Physical Digital Divide

Linking a digital certificate (or even a physical paper one for that matter) unequivocally with a physical object like a person or thing (or even an ethereal entity like an organization) is still a challenge. Ultimately there is no silver bullet, but certificates can be strongly linked through identity numbers and serial numbers with the case strengthening when there is consistency, similar to multiple forms of identity showing the same underlying data like name, address and date of birth.

A digital certificate platform can also assist here because certificates for the same organisation (identified by the same company registration number, for example) can be collated and viewed together. This portfolio approach to certification also brings value to the accredited entity, as it demonstrates competency and a broader commitment to quality.

But also, there are plenty of digital things out there that can benefit from integrated digital certificates.  We already accept these behind the scenes often without giving them much consideration, like security certificates that confirm websites are secure and bona fide.

Expect to see much more of this in the future, like digital certificates that confirm the origin of digital content on social media, in videos, on news sites and general websites. Individuals and organizations will be able to (and will probably need to) show their accreditations and qualifications alongside their output, be that social media posts, web content, products or services.

Full Credential Control

Certificates can expire or even be revoked if a condition is not continually met. A car is technically not insured if its roadworthiness certificate lapses. Digital certificates give that level of control as digital badges can automatically disappear from a website or email signature when the credential is no longer valid.  Sensitive certificates can be shared privately for a limited time.
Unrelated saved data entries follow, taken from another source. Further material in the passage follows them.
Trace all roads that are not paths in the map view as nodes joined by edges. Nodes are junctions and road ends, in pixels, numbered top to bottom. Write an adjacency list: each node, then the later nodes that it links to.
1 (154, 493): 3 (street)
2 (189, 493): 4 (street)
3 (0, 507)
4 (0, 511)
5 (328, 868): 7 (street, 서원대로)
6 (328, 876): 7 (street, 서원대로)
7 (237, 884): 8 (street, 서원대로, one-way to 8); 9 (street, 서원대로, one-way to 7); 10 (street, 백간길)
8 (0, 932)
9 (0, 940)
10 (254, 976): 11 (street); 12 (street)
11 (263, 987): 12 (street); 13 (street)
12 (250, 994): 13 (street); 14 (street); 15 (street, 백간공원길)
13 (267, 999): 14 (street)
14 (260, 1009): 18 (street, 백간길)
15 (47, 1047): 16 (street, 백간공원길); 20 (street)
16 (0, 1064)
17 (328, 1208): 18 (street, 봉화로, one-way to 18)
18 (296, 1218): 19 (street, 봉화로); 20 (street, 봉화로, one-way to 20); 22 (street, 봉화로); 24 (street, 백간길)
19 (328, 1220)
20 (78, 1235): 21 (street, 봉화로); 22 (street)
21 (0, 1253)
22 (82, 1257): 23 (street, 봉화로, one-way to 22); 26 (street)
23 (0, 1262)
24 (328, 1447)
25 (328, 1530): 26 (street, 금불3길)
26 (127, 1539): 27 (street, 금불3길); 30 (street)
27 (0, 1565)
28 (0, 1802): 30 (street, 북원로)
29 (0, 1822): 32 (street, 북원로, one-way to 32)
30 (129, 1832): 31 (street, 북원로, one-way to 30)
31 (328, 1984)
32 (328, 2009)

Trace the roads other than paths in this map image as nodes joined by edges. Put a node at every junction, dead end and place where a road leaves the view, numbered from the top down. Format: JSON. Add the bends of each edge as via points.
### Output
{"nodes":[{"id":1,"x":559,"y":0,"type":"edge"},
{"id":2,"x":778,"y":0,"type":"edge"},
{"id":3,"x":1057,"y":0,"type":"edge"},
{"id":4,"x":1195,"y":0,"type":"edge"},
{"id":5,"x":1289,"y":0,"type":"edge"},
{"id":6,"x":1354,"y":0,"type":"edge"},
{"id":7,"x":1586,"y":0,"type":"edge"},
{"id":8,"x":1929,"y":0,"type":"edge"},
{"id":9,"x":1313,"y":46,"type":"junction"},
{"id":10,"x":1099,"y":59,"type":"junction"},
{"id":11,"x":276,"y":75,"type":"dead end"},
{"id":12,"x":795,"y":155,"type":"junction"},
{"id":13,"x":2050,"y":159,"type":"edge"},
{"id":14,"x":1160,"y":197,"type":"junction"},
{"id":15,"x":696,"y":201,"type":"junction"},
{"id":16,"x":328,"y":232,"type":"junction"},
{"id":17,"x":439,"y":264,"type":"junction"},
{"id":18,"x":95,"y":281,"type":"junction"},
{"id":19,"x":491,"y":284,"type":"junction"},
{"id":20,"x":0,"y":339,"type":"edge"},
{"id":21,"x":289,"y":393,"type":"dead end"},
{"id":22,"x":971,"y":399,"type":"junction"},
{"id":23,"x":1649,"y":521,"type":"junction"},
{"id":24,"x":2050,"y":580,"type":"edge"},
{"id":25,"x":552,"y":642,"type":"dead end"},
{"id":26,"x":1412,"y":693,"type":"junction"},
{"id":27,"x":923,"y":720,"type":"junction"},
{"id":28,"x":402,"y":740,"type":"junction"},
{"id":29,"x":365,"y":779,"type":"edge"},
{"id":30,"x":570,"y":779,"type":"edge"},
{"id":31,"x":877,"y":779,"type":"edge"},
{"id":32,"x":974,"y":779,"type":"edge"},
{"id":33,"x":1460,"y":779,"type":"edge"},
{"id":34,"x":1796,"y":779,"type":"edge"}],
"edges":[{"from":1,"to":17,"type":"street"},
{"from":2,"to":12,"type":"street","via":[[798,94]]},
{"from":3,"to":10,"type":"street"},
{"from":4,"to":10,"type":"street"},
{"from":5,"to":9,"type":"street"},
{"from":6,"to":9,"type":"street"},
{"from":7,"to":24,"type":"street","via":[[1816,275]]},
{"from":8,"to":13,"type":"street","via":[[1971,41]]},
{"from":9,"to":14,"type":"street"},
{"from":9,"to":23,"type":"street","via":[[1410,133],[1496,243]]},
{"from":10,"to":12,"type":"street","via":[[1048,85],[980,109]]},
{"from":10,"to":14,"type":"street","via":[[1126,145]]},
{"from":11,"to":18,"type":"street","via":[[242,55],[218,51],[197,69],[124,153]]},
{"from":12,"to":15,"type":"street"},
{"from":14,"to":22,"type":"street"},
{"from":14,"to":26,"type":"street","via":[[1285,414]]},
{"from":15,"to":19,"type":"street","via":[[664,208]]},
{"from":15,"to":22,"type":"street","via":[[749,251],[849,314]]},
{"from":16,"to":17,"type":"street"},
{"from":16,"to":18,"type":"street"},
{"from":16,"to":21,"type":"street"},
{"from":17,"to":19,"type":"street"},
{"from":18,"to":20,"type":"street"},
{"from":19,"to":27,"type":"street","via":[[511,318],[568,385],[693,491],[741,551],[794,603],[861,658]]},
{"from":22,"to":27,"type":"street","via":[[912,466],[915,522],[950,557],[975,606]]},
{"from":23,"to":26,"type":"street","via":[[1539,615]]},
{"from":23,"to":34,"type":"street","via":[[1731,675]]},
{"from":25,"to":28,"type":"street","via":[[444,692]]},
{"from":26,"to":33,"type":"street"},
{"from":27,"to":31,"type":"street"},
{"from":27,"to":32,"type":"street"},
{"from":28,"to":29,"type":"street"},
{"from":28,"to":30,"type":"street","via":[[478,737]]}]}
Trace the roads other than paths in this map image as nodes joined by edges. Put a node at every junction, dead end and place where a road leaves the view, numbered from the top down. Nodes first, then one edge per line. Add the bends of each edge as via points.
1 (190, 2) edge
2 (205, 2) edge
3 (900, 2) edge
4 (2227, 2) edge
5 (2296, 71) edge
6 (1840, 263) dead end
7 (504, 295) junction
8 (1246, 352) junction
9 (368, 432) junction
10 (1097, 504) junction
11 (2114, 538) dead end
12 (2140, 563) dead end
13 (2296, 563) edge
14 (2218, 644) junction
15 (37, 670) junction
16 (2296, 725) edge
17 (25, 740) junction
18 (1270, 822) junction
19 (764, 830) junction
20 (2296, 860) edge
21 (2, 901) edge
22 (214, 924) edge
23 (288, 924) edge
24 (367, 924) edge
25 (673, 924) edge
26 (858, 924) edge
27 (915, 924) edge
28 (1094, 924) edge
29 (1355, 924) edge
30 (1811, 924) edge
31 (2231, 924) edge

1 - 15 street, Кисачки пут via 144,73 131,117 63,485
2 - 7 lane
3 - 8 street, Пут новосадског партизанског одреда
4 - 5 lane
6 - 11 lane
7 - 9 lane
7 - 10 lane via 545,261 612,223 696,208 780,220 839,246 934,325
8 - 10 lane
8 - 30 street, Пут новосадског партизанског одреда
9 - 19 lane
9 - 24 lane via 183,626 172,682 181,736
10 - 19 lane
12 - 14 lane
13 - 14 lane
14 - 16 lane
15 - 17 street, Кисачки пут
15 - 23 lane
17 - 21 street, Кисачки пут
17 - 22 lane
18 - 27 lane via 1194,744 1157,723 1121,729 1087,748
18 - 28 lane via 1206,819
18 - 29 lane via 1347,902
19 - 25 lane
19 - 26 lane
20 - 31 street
Personal information on a certificate can be shared appropriately in specific instances; for example proof of being over eighteen need not involve divulging your actual date of birth (nor indeed your name and address) at the door to a night club by showing your entire driving license or ID card!

Certificates in the Cloud

The cloud provides an ideal location from which to host digital credentials, as they can be centrally managed, shared, updated and inspected. Having high availability and appropriate security means that certificates can be checked and monitored on demand, without having to request copies and retain copies. Moreover, as blockchain technology matures, integration will increase with cloud services which will bring additional trust and value to the world of certification.  The days of inanimate paper or pdf certificates are numbered but the importance and ubiquity of digital credentials are only just beginning.